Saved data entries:

────────────────────

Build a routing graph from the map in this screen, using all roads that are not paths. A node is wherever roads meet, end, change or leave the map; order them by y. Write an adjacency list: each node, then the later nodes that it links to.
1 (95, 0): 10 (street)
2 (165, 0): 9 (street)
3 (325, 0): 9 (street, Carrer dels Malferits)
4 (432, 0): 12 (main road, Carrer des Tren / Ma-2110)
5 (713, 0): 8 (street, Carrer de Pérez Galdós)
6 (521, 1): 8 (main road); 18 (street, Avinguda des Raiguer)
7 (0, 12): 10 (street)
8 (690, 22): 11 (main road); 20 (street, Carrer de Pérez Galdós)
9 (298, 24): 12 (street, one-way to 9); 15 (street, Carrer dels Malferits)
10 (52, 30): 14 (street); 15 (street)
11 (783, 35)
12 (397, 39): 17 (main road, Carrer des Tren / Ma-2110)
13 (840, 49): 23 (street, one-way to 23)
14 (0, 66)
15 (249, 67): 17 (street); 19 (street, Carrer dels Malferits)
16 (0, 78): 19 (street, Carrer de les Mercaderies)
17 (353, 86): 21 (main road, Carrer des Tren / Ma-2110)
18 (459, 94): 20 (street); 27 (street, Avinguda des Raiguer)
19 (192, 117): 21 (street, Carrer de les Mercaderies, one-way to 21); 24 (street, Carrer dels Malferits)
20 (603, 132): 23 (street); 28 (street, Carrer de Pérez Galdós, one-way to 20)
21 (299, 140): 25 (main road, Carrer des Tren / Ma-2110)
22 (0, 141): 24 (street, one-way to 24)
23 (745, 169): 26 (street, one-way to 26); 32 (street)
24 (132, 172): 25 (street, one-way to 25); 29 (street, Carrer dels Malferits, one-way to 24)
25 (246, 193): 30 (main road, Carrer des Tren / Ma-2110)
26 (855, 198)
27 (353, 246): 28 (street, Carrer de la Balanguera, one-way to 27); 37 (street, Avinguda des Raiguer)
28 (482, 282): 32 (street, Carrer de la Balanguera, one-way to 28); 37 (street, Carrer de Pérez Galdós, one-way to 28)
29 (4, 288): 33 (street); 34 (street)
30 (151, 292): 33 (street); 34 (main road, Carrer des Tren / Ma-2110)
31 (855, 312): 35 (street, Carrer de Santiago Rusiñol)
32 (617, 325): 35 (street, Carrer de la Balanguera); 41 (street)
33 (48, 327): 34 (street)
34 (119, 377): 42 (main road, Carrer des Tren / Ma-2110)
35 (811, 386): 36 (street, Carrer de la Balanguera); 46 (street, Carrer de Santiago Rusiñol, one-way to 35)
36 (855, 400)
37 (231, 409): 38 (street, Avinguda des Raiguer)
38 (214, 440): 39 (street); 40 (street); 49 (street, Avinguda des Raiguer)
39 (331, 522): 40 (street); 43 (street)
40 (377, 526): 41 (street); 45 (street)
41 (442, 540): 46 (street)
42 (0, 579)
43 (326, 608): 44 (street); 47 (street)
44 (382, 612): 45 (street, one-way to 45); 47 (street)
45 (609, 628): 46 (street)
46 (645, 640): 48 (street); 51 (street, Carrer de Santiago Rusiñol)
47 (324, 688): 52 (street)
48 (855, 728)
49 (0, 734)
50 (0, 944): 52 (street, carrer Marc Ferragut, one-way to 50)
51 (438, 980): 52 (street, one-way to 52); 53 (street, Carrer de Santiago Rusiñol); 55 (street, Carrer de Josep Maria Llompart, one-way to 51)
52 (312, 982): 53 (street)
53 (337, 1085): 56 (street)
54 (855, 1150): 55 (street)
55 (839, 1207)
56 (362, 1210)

────────────────────

To do
Copy every line above that holds the word "Pérez".

Response area
5 (713, 0): 8 (street, Carrer de Pérez Galdós)
8 (690, 22): 11 (main road); 20 (street, Carrer de Pérez Galdós)
20 (603, 132): 23 (street); 28 (street, Carrer de Pérez Galdós, one-way to 20)
28 (482, 282): 32 (street, Carrer de la Balanguera, one-way to 28); 37 (street, Carrer de Pérez Galdós, one-way to 28)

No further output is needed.